Schulman A, Fataar S, Van der Spuy JW, Morton PC, Crosier JH. Clin. Radiol. 1982; 33(3): 301-306.

Copyright

(Copyright © 1982, Royal College of Radiologists, Publisher Elsevier Publishing)

DOI

unavailable

PMID

7075135

Abstract

Five unusual cases of pneumomediastinum are described. In three the probable cause was thoraco-abdominal straining against a closed glottis during violent exercise, in criminal assault, or competitive sport. The resultant increase in intra-alveolar pressure produces an air leak which passes via the pulmonary interstitium into the mediastinum.
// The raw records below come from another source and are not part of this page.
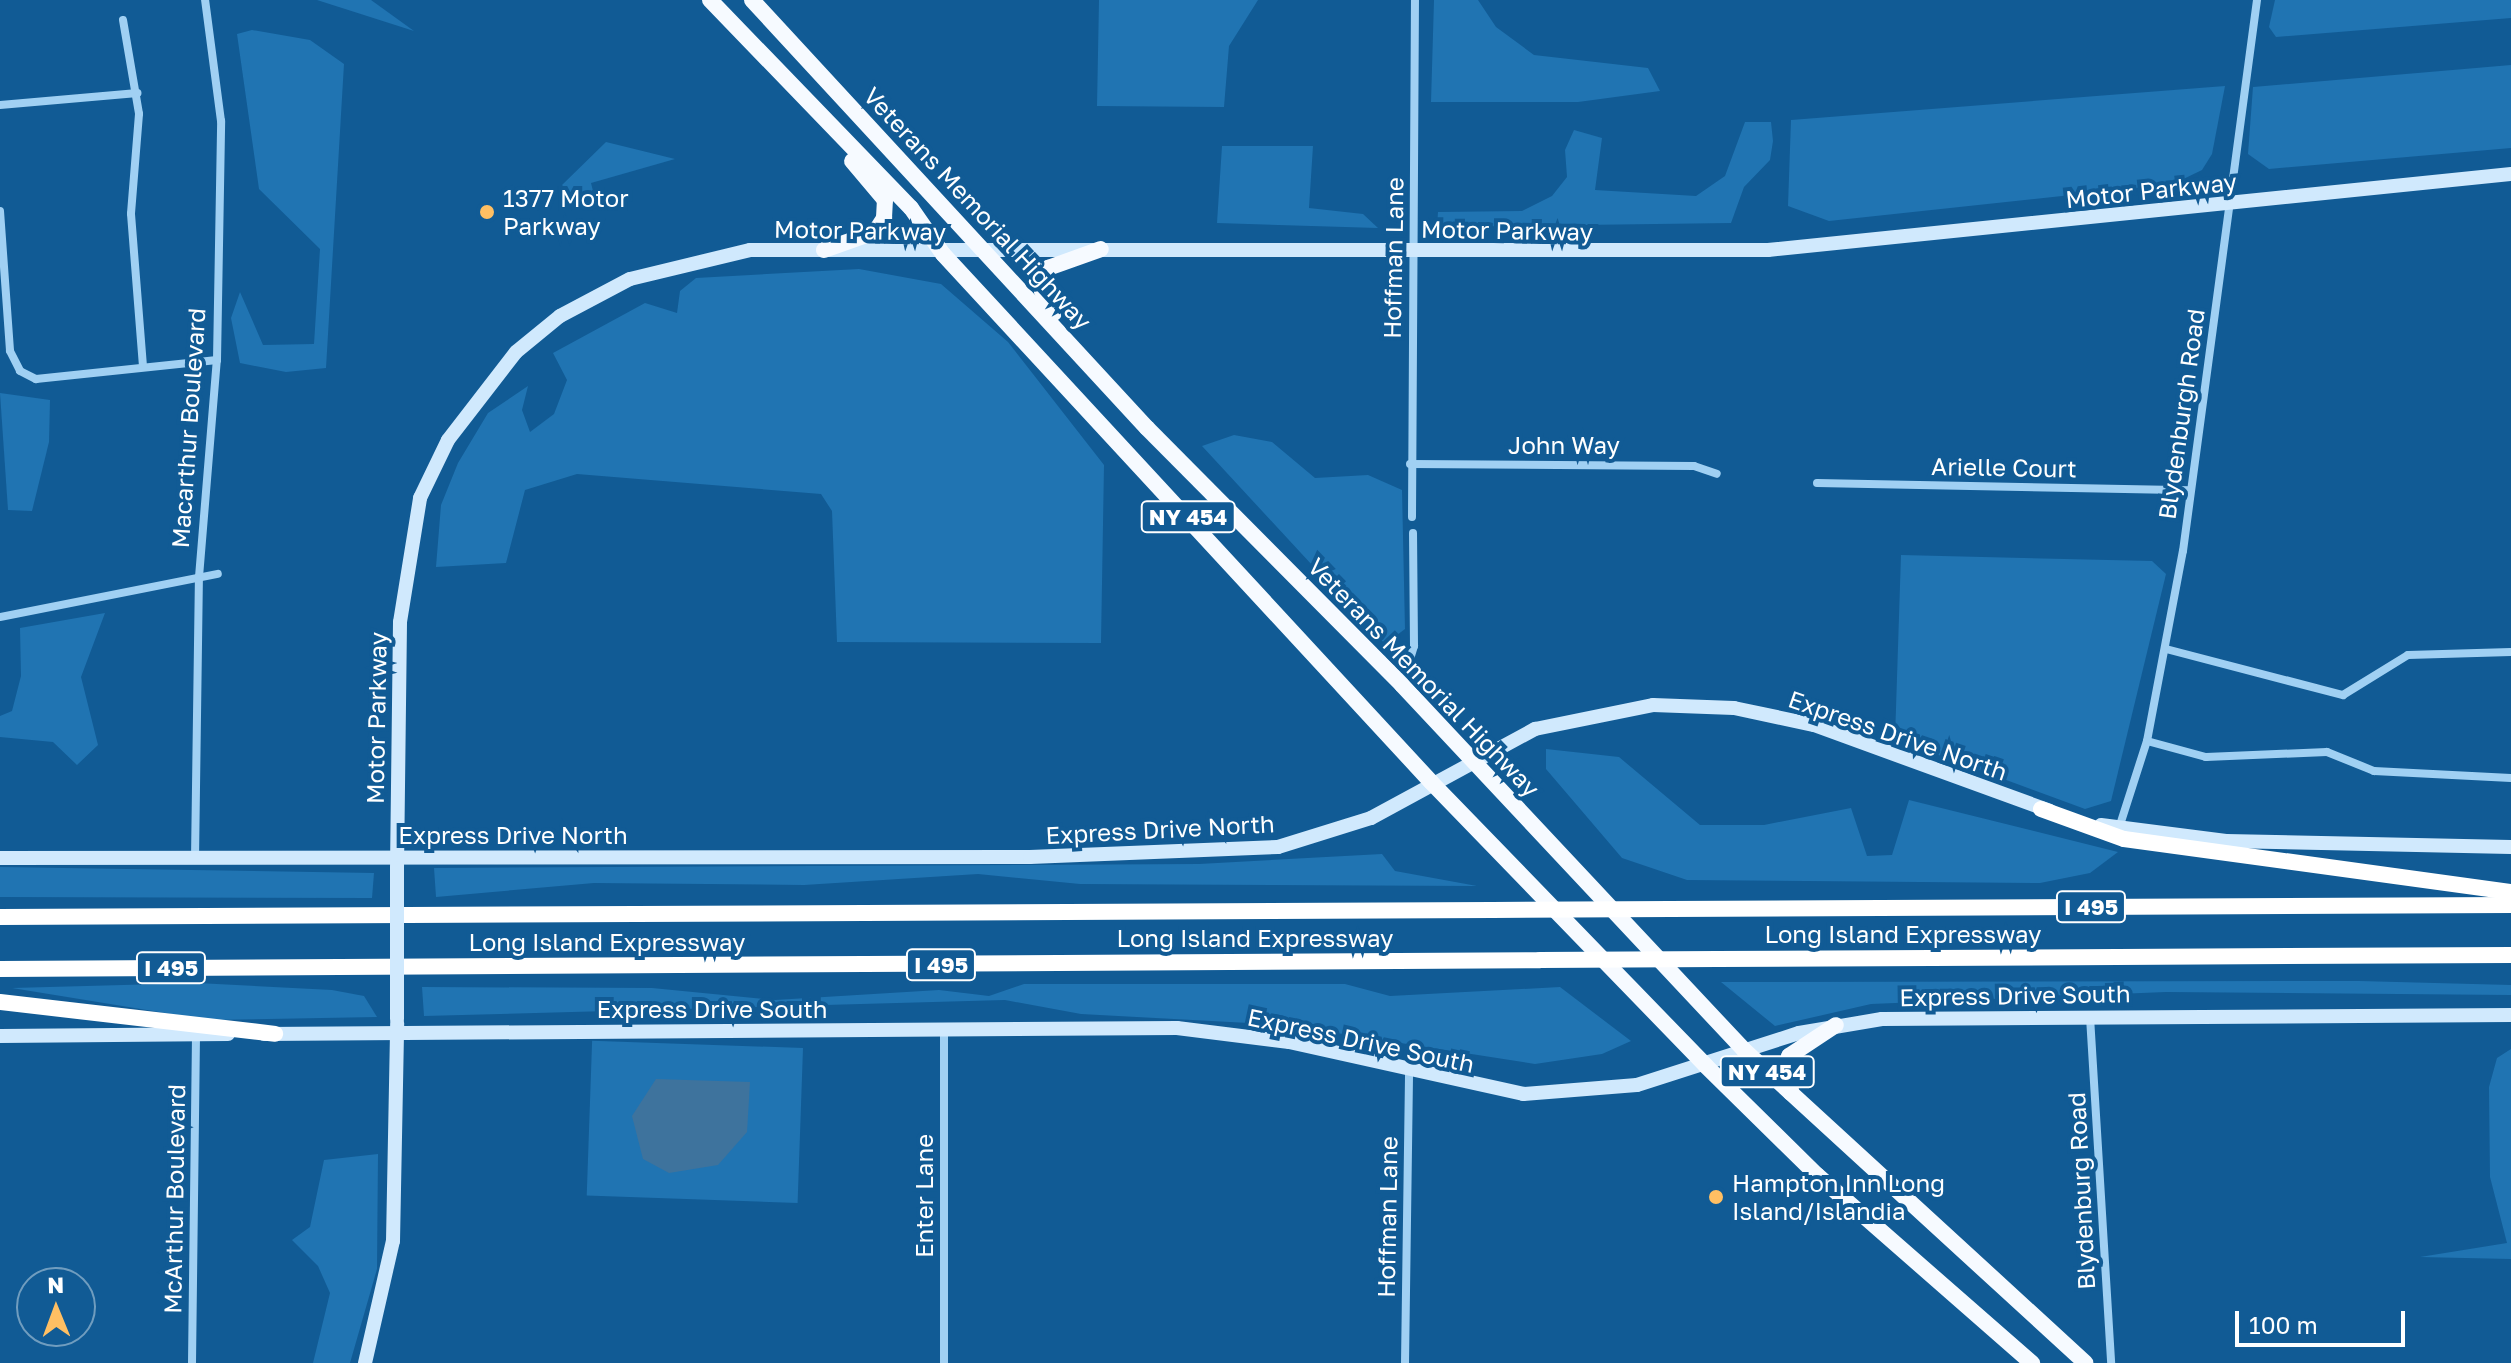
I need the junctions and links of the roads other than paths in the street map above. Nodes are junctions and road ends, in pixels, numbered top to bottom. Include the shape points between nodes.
1 (205, 0) edge
2 (710, 0) edge
3 (752, 0) edge
4 (1415, 0) edge
5 (2257, 0) edge
6 (123, 20) dead end
7 (137, 93) junction
8 (0, 105) edge
9 (815, 106) junction
10 (2511, 174) edge
11 (2229, 204) junction
12 (0, 211) edge
13 (1101, 249) junction
14 (824, 250) junction
15 (1414, 251) junction
16 (943, 254) junction
17 (991, 254) junction
18 (217, 360) junction
19 (143, 365) junction
20 (1108, 384) junction
21 (1410, 464) junction
22 (1717, 474) dead end
23 (1817, 483) dead end
24 (2190, 490) junction
25 (1412, 517) dead end
26 (1413, 533) dead end
27 (218, 574) dead end
28 (199, 577) junction
29 (0, 617) edge
30 (2166, 649) junction
31 (2511, 652) edge
32 (1402, 685) junction
33 (2147, 741) junction
34 (1469, 760) junction
35 (2511, 778) edge
36 (1431, 782) junction
37 (2041, 809) junction
38 (2119, 828) junction
39 (2511, 847) edge
40 (0, 858) edge
41 (195, 859) junction
42 (397, 862) junction
43 (2511, 892) edge
44 (2511, 905) edge
45 (0, 917) edge
46 (2511, 955) edge
47 (0, 969) edge
48 (0, 1002) edge
49 (2511, 1015) edge
50 (2090, 1016) junction
51 (1836, 1025) junction
52 (397, 1026) junction
53 (944, 1028) junction
54 (275, 1034) junction
55 (196, 1035) junction
56 (0, 1036) edge
57 (1744, 1050) junction
58 (1706, 1066) junction
59 (1409, 1072) junction
60 (1792, 1094) junction
61 (192, 1363) edge
62 (365, 1363) edge
63 (944, 1363) edge
64 (1405, 1363) edge
65 (2032, 1363) edge
66 (2085, 1363) edge
67 (2111, 1363) edge

1 - 18 street, Macarthur Boulevard via 221,81
2 - 9 highway, Veterans Memorial Highway / NY 454
3 - 17 highway, Veterans Memorial Highway / NY 454
4 - 15 street, Hoffman Lane
5 - 11 street, Blydenburgh Road
6 - 7 street
7 - 8 street
7 - 19 street via 131,214
9 - 14 highway via 887,206 875,232
9 - 16 highway, Veterans Memorial Highway / NY 454 via 911,208
10 - 11 main road, Motor Parkway
11 - 15 main road, Motor Parkway via 1768,250
11 - 24 street, Blydenburgh Road
12 - 19 street via 10,351 20,371 36,379
13 - 15 main road, Motor Parkway
13 - 17 main road, Motor Parkway
13 - 20 highway via 1048,268 1042,291
14 - 16 main road, Motor Parkway
14 - 42 main road, Motor Parkway via 750,250 622,281 560,316 482,390 420,498 406,559
15 - 21 street, Hoffman Lane
16 - 17 main road, Motor Parkway
16 - 36 highway, Veterans Memorial Highway / NY 454
17 - 20 highway, Veterans Memorial Highway / NY 454
18 - 19 street
18 - 28 street, Macarthur Boulevard
20 - 32 highway, Veterans Memorial Highway / NY 454
21 - 22 street, John Way via 1694,466
21 - 25 street, Hoffman Lane
23 - 24 street, Arielle Court
24 - 30 street, Blydenburgh Road
26 - 32 street via 1414,646
27 - 28 street
28 - 29 street
28 - 41 street, Macarthur Boulevard
30 - 31 street via 2343,695 2408,655
30 - 33 street, Blydenburgh Road
32 - 34 highway, Veterans Memorial Highway / NY 454
33 - 35 street via 2206,757 2327,752 2374,771
33 - 38 street, Blydenburgh Road
34 - 36 main road, Express Drive North
34 - 37 main road, Express Drive North via 1591,712 1718,706 1840,733
34 - 57 highway, Veterans Memorial Highway / NY 454
36 - 42 main road, Express Drive North via 1334,834 1251,849 1030,857
36 - 58 highway, Veterans Memorial Highway / NY 454
37 - 38 main road, Express Drive North
37 - 43 highway via 2124,839
38 - 39 main road, Express Drive North via 2226,841
40 - 41 main road, Express Drive North
41 - 42 main road, Express Drive North
42 - 52 main road, Motor Parkway, bridge
44 - 45 highway, Long Island Expressway / I 495, bridge
46 - 47 highway, Long Island Expressway / I 495, bridge
48 - 54 highway
49 - 50 main road, Express Drive South
50 - 51 main road, Express Drive South
50 - 67 street, Blydenburg Road
51 - 57 main road, Express Drive South
51 - 60 highway via 1789,1056
52 - 53 main road, Express Drive South
52 - 54 main road, Express Drive South
52 - 62 main road, Motor Parkway via 393,1241
53 - 59 main road, Express Drive South via 1177,1028 1289,1042
53 - 63 street, Enter Lane
54 - 55 main road, Express Drive South
55 - 56 main road, Express Drive South
55 - 61 street, McArthur Boulevard
57 - 58 main road, Express Drive South
57 - 60 highway, Veterans Memorial Highway / NY 454
58 - 59 main road, Express Drive South via 1600,1091 1523,1094
58 - 65 highway, Veterans Memorial Highway / NY 454 via 1817,1175
59 - 64 street, Hoffman Lane
60 - 66 highway, Veterans Memorial Highway / NY 454

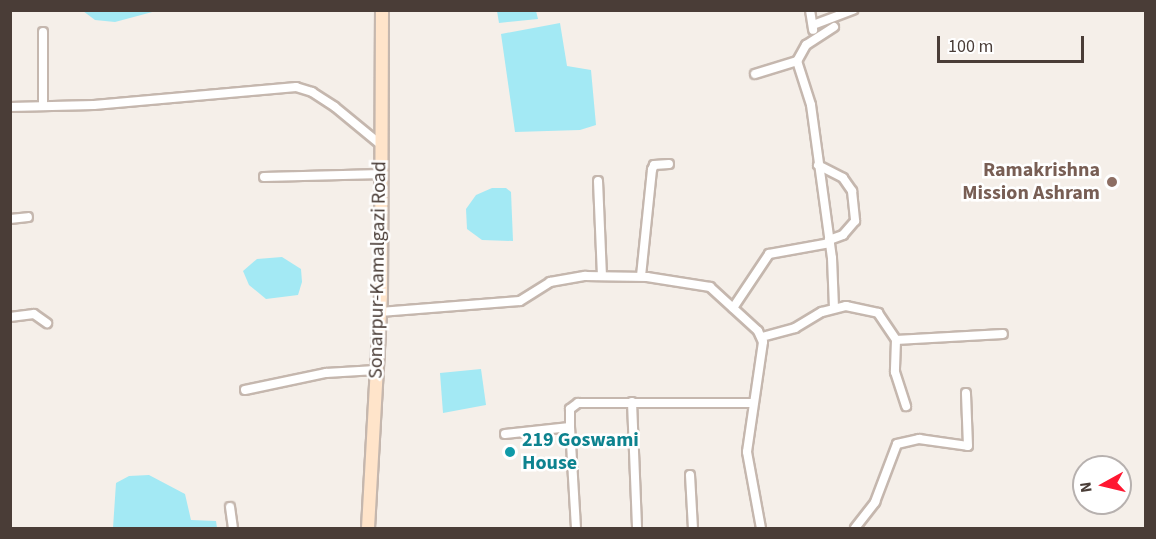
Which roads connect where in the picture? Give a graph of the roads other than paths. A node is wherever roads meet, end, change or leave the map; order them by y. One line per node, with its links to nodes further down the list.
1 (382, 10): 12 (main road, Sonarpur-Kamalgazi Road)
2 (810, 10): 4 (street)
3 (853, 10): 4 (street)
4 (813, 26): 7 (street)
5 (834, 27): 7 (street)
6 (42, 32): 10 (street)
7 (815, 39): 8 (street)
8 (797, 61): 9 (street); 14 (street)
9 (755, 74)
10 (43, 106): 11 (street); 12 (street)
11 (10, 107)
12 (380, 144): 15 (main road, Sonarpur-Kamalgazi Road)
13 (669, 164): 22 (street)
14 (818, 165): 20 (street); 20 (street)
15 (382, 174): 16 (street); 25 (main road, Sonarpur-Kamalgazi Road)
16 (264, 177)
17 (598, 181): 21 (street)
18 (28, 217): 19 (street)
19 (10, 219)
20 (829, 242): 23 (street); 24 (street)
21 (602, 275): 22 (street); 25 (street)
22 (640, 276): 23 (street)
23 (733, 308): 29 (street)
24 (834, 308): 29 (street); 30 (street)
25 (380, 312): 31 (main road, Sonarpur-Kamalgazi Road)
26 (10, 317): 27 (street)
27 (47, 323)
28 (1003, 334): 30 (street)
29 (762, 337): 35 (street)
30 (896, 340): 36 (street)
31 (376, 370): 32 (street); 42 (main road, Sonarpur-Kamalgazi Road)
32 (245, 390)
33 (966, 393): 47 (street)
34 (632, 402): 35 (street); 37 (street); 44 (street)
35 (753, 403): 46 (street)
36 (906, 406)
37 (570, 427): 38 (street); 43 (street)
38 (505, 434)
39 (690, 475): 45 (street)
40 (230, 507): 41 (street)
41 (232, 528)
42 (368, 528)
43 (576, 528)
44 (637, 528)
45 (693, 528)
46 (761, 528)
47 (855, 528)

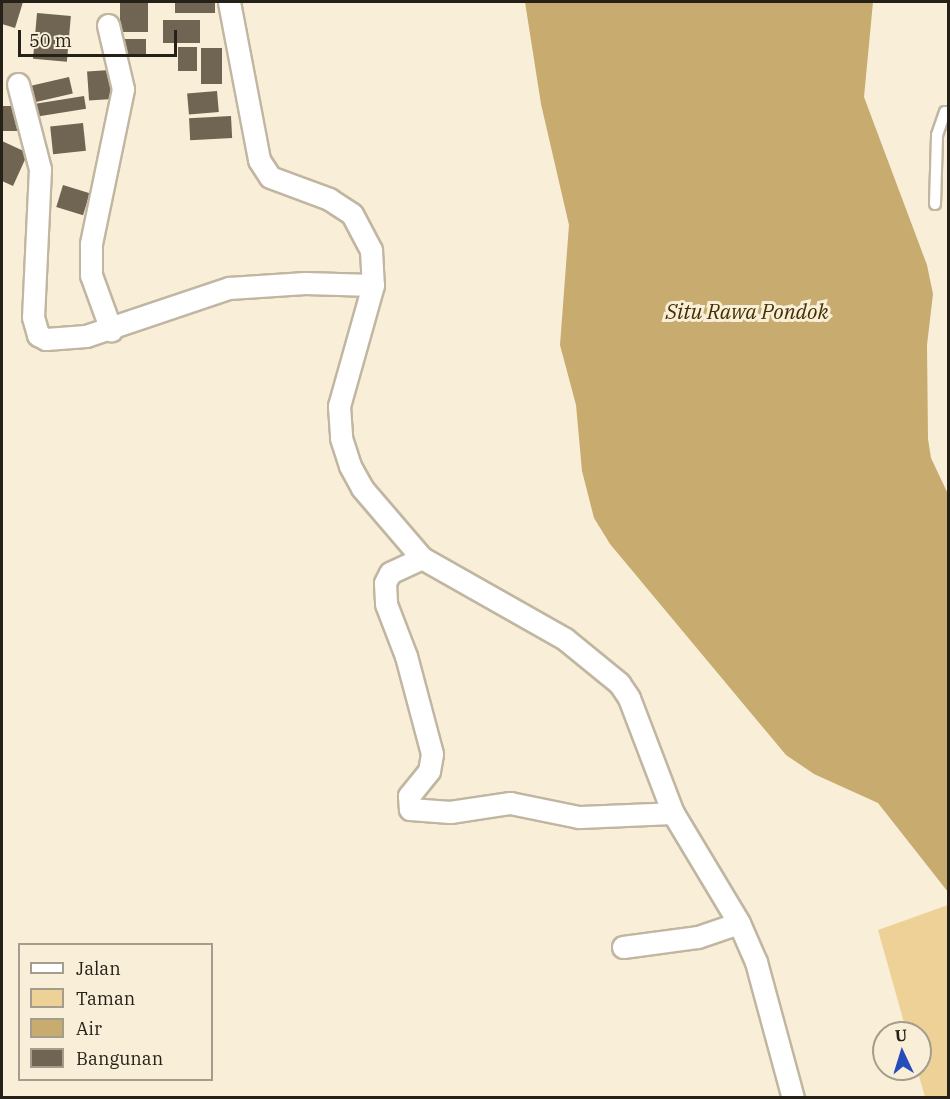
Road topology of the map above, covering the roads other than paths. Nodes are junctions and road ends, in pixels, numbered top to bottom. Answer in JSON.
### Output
{"nodes":[{"id":1,"x":229,"y":2,"type":"edge"},
{"id":2,"x":108,"y":25,"type":"dead end"},
{"id":3,"x":18,"y":84,"type":"dead end"},
{"id":4,"x":948,"y":112,"type":"edge"},
{"id":5,"x":935,"y":204,"type":"dead end"},
{"id":6,"x":374,"y":285,"type":"junction"},
{"id":7,"x":111,"y":330,"type":"junction"},
{"id":8,"x":422,"y":558,"type":"junction"},
{"id":9,"x":673,"y":813,"type":"junction"},
{"id":10,"x":739,"y":923,"type":"junction"},
{"id":11,"x":623,"y":947,"type":"dead end"},
{"id":12,"x":794,"y":1098,"type":"edge"}],
"edges":[{"from":1,"to":6,"type":"street"},
{"from":2,"to":7,"type":"street"},
{"from":3,"to":7,"type":"street"},
{"from":4,"to":5,"type":"lane"},
{"from":6,"to":7,"type":"street"},
{"from":6,"to":8,"type":"street"},
{"from":8,"to":9,"type":"street"},
{"from":8,"to":9,"type":"street"},
{"from":9,"to":10,"type":"street"},
{"from":10,"to":11,"type":"street"},
{"from":10,"to":12,"type":"street"}]}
It can then pass up into the neck to produce widespread subcutaneous emphysema and down through the diaphragmatic hiatuses to produce extraperitoneal emphysema. This may outline the lower surface of the diaphragm to stimulate intraperitoneal air, but it can also leak through the parietal peritoneum to result in actual intraperitoneal air. Therefore, in the patient who has been hospitalised after violent physical stress with or without blunt trauma, pneumomediastinum does not necessarily indicate tracheobronchial or oesophageal rupture and subdiaphragmatic air does not necessarily indicate bowel rupture. Probably any form of exercise in which the Valsalva manoeuvre is performed may cause pneumomediastinum, as may other causes of increased intra-alveolar pressure such as mechanical ventilation, bronchospasm, coughing and vomiting. Vomiting is a likely contributing cause in the pneumomediastinum of diabetic ketosis, of which a case is described. Another case is presented in which air passed in the opposite direction, from perforated extraperitoneal bowel up into the mediastinum.